El día que llegó a aquella casa tenía una mano adelante y otra atrás. Quiso ponerse las dos adelante para detener la erección cuando vio a Salomé y a Micaela en la cocina, con esos shorts, tan pequeñitos, tan juntitos, con esas sonrisas de quienes saben que dominan el planeta entero. Tapó el bulto del pantalón con la mochila y entendió que ahí quería vivir para siempre. No pensó en un trío con las dos morenas, pensó en una familia, donde el sexo, como la comida, fuese una necesidad vital para satisfacer. Ellas lo miraron con indiferencia, como miraban al resto de los terrícolas, y se fueron a comer frente al gran televisor.

Si hubiese tenido disciplina para escribir, te habría vuelto loca o me habría vuelto rico, pero no la tengo, aquí estoy, conóceme, soy un mediocre que escribe solo cuando está solo y despechado, cuando se queda sin Internet, cuando hace demasiado frío para salir o cuando lo obligan, ya sea con un resolver en la cabeza o con unas migajas para el bolsillo. Y tú? Dime que decidiste ser trapecista y perteneces a un circo importante con el que viajas por Europa junto a leones, elefantes y payasos y no un simple salvaje que vuela  de palo en palo, meciéndote sobre todos los que te dan la mano.

Las hermanas Reyes estaban tan buenas y tan huecas que confundían. Nadie sabía si estaban muertas cuando de pronto un derroche de lujuria las embriagaba. Los coches, las drogas, los llantos, los penes, los gritos y los golpes eran las únicas cosas que podían mantenerlas distraídas. Él pensó enamorarse de ellas durante la primera noche y al poco tiempo le recordaron el asco que había padecido por culpa de enamoramientos anteriores. Entendió lo absurdo que era perder tiempo mirando unos senos perfectos como los de Micaela y unas piernas sublimes como las de Salomé. Ella por su parte, carcomida por la intriga, ilusionada en el fondo, le preguntó:

-       Micaela o Salomé?
-       Qué pasa con ellas?
-       Cual de las dos es la que te gusta?

Cuando Juana le explicó a sus compañeras de piso, que un primo suyo vendría a quedarse unos días en aquella casa, ninguna de las dos le prestó mucha atención. Seguramente, pensó ella luego, por el modo en que se refirió a él: “Tengo años que no lo veo, al menos 15, crecimos juntos, era una linda persona y ahora anda con una mano adelante y otra atrás”.

-       Claro que no!

Ella se movió evitando que se le viera la alegría, pero luego miró sus ojos grises y no pudo impedirse recordar la infancia compartida frente a aquel muelle desvencijado sobre el mar. Recordó, como lo había hecho durante las últimas 12 noches, aquel momento absurdo en el que con cojines y un pedazo de la cama de la abuela, construían bases de guerra americanas, hasta que una vez, con tal de salvar la historia cinematográfica que habían planteado, se dieron un beso de aproximadamente 4 segundos.

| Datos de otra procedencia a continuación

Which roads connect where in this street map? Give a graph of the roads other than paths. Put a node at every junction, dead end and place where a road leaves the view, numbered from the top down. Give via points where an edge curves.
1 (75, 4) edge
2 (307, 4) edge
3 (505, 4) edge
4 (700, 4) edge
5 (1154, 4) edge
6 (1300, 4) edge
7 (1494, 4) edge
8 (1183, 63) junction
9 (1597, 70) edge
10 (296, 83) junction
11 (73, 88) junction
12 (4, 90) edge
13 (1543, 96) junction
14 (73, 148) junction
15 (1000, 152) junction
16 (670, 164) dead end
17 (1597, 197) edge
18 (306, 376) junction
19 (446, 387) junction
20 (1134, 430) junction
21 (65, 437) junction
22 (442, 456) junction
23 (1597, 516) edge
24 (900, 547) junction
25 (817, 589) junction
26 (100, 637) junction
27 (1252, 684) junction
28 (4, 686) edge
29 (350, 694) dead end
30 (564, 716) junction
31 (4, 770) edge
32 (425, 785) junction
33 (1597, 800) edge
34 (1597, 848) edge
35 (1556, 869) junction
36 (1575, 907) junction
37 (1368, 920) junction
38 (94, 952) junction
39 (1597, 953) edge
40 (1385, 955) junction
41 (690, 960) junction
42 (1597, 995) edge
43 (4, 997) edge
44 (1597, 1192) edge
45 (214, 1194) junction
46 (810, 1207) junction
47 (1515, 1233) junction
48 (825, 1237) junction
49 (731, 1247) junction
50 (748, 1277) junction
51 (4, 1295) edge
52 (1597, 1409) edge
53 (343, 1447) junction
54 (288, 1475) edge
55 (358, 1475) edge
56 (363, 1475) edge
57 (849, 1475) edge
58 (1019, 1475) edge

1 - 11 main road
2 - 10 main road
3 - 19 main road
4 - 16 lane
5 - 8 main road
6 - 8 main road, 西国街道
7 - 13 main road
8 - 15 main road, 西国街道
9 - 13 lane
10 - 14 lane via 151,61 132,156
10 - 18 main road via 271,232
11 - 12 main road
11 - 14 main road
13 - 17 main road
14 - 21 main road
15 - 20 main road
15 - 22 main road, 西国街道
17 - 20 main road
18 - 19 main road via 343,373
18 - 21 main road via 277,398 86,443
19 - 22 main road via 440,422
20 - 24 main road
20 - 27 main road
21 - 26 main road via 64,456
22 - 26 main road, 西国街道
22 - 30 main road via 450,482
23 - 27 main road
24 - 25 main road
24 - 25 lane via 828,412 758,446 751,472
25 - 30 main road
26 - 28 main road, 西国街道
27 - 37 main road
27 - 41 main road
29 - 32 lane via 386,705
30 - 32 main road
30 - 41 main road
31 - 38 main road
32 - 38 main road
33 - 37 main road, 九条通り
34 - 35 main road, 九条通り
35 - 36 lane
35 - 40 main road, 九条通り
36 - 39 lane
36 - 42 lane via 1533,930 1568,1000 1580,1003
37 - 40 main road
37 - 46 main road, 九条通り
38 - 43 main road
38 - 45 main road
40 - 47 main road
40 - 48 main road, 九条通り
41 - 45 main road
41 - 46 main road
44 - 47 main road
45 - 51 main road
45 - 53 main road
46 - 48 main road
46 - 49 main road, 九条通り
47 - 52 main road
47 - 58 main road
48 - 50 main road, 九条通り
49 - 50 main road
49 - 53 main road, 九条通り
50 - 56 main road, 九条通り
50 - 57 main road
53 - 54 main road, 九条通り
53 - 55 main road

-       Y entonces? – Le preguntó.

Él se detuvo, miró hacia la puerta del balcón y se puso de pie. Se dirigió hasta ahí y la abrió. Juana quedó inmóvil, pegada a la silla, le miró el culo y pensó en que llevaba 12 noches masturbándose con más vergüenza que de costumbre.
Él se asomó y se quedó hipnotizado al ver la casa de enfrente, aquella ventana, aquel chorro de luz en aquella cara, aquel mechón de pelo, aquella mirada incrustada en las hojas, en sus hojas, la poesía estaba en la escena, no en el libreto. Aquella soledad, se convertía en rebeldía por leer a esa hora, con ese frío allí afuera.

No me importa si no te lo encontraste de casualidad, si me ha tocado marcarlo, con el numero de tu puerta, sin tu nombre, después de tantas dudas. Siento, en todo caso, que algún día tenía que hacerlo, en este momento, podrás asomarte como casi siempre y, aunque no esté frente a tu ventana, leerás este párrafo y sentirás mi presencia enfrente tuyo, através de la mañana, de la bruma de la calle hasta llegar a mi balcón… y entonces, soñarás conmigo, como yo te he soñado tantas veces y espero seguir haciéndolo, sin miedo a tenerte ni a perderte, mientras yo sueño que caminamos agarrados de la mano, por las calles de esta gran ciudad, de la ilusión.